Indeed, anecdotal evidence has already emerged in certain regions that discrimination against MSM is discouraging some from coming forward to get tested, vaccinated and treated, possibly leading to uninterrupted chains of transmission. Our interventions must be designed to recognize — and counter — stigma that might discourage those at risk from coming forward.   

In addition, we must emphasize the critical importance of conducting randomized controlled trials to rapidly generate robust scientific evidence for implementing vaccines and therapeutics. It has already been demonstrated in the context of other outbreaks — such as the Ebola outbreak in West Africa in 2014 — that ethical and scientifically sound research can be conducted in the context of an ongoing infectious diseases outbreak. And we cannot allow the circumstances of an emerging outbreak to deter us from conducting rigorous studies, which will yield definitive answers to important public health questions on how to optimally manage it.  

One of the successes in addressing HIV/AIDS in the U.S. and Europe was also our trust-building outreach to activists and community representatives, as well as their meaningful involvement in both our public health and research responses to the disease. This must be emulated with monkeypox.  

Meaningful involvement means community engagement in all areas of the response, including review of epidemiological data and research, as well as planning, implementing, monitoring and evaluating our interventions. With the monkeypox outbreak, we have already seen positive results with behavioral modification due, at least in part, to public awareness campaigns. These efforts have featured accurate, timely messaging targeting MSM that has been adopted and disseminated by civil society organizations and organizers of mass events, such as Pride.   

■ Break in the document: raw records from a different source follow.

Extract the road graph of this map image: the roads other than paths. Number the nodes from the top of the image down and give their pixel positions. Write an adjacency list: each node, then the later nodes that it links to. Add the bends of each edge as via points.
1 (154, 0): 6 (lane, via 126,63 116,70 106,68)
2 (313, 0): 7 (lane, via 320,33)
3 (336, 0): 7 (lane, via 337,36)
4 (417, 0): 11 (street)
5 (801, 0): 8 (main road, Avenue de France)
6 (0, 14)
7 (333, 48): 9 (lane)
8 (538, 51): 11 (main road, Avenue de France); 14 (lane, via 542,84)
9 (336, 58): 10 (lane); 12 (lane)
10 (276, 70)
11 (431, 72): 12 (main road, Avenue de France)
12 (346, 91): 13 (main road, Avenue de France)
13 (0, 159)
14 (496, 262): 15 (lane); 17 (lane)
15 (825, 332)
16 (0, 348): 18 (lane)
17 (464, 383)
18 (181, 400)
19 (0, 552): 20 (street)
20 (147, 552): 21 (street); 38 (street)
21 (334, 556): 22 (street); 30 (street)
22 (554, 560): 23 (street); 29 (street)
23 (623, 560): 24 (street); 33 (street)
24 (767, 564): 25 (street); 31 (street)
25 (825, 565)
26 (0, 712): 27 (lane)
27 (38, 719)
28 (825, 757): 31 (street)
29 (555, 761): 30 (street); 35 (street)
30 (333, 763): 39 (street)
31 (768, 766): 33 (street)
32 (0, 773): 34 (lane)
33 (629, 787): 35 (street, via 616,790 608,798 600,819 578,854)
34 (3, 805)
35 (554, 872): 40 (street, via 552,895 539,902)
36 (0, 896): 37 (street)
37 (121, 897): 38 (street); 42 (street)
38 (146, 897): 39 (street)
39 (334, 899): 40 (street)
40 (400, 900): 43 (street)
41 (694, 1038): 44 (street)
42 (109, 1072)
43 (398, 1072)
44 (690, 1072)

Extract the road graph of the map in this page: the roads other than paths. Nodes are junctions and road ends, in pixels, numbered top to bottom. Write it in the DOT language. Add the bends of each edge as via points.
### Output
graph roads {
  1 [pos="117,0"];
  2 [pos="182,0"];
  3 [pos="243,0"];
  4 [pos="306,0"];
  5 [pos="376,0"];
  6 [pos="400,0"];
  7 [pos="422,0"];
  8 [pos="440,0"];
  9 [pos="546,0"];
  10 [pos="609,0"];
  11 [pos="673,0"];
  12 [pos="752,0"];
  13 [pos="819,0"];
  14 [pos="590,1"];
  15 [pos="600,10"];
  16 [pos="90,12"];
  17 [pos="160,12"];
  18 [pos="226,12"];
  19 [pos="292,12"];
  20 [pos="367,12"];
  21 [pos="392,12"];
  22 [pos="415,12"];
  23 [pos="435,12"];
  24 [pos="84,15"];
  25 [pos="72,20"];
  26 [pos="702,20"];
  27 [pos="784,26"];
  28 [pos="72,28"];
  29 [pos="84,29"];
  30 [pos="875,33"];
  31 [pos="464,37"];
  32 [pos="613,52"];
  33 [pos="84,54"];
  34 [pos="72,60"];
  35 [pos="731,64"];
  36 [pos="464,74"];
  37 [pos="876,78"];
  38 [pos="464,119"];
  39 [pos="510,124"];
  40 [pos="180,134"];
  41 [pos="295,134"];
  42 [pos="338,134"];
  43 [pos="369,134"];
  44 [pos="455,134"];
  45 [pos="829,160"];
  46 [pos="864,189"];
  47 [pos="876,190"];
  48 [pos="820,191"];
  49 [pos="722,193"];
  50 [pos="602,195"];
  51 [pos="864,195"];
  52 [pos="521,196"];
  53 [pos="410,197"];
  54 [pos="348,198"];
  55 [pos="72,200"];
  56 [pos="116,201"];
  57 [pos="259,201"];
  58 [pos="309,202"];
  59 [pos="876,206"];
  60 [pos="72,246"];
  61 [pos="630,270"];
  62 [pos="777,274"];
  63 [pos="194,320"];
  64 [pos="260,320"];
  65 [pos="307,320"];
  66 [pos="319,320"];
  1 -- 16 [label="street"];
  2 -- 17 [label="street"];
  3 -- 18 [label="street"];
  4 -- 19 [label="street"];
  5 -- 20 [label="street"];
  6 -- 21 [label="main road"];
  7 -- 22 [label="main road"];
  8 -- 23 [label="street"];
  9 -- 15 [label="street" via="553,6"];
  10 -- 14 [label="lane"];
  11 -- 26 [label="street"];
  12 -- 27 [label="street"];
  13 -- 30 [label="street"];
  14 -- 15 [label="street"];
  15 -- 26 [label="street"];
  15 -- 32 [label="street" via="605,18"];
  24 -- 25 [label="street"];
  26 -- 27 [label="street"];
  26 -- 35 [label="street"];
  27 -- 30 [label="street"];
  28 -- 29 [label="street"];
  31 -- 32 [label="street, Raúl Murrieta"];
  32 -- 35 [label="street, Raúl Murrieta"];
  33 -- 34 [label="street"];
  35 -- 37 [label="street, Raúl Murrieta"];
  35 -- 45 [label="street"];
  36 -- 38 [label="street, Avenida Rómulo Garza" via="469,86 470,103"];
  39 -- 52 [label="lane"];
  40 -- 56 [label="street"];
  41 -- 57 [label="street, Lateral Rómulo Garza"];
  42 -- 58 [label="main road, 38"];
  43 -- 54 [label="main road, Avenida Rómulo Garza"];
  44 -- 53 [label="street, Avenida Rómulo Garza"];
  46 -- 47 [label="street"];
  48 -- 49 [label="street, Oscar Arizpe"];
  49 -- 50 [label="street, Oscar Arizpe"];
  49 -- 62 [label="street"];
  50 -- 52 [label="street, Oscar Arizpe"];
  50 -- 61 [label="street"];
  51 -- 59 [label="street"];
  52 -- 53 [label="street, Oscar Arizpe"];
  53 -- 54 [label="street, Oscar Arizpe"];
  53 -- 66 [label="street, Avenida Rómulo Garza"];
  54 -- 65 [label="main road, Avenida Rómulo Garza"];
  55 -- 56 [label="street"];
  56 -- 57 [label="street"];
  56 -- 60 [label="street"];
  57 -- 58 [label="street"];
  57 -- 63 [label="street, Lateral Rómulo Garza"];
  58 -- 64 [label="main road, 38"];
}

With HIV/AIDS, we initially were unaware of the etiologic agent, nor did we have reliable diagnostic tests or therapies or, even to this day, a vaccine — countermeasures that we already have with monkeypox. But once we had developed countermeasures, the challenge was their equitable global distribution and availability, particularly in low- and middle-income countries.  

To this day, gaps persist in the distribution of anti-HIV drugs, leading to avoidable suffering and death. With monkeypox, let us ensure that countermeasures are accessible to all who need them, particularly the most vulnerable people with limited access to health care.  

Countries in Africa where monkeypox has long been endemic cannot be an afterthought. Equity must mean global equity — stretching well beyond North America and Europe. And it is crucial to control and eliminate monkeypox in endemic as well as newly affected countries, while enhancing global access to diagnostics, therapeutics and vaccines.    

WHO/Europe — which covers 53 countries across Europe and Central Asia — and the U.S. are working together closely to address the global monkeypox threat. Europe, where the initial cases emerged just a few months ago, was the region with the highest cumulative case load. But now, the U.S. has the largest number of cases. Our experiences in responding to HIV and other health crises in the past, including COVID-19, have been similar.   

Thus, a strong transatlantic partnership in emergency preparedness and response — and public health more broadly — between the U.S. and WHO/Europe can serve us well in responding to this public health emergency, and in preparing for the next emerging infectious disease.  

Let us galvanize our current efforts and work together across regions and countries to mobilize resources, and use an integrated approach to control and, eventually, eliminate monkeypox. As recent public health emergencies of international concern have reminded us yet again, a public health crisis anywhere can quickly become a public health crisis everywhere — and we must be prepared.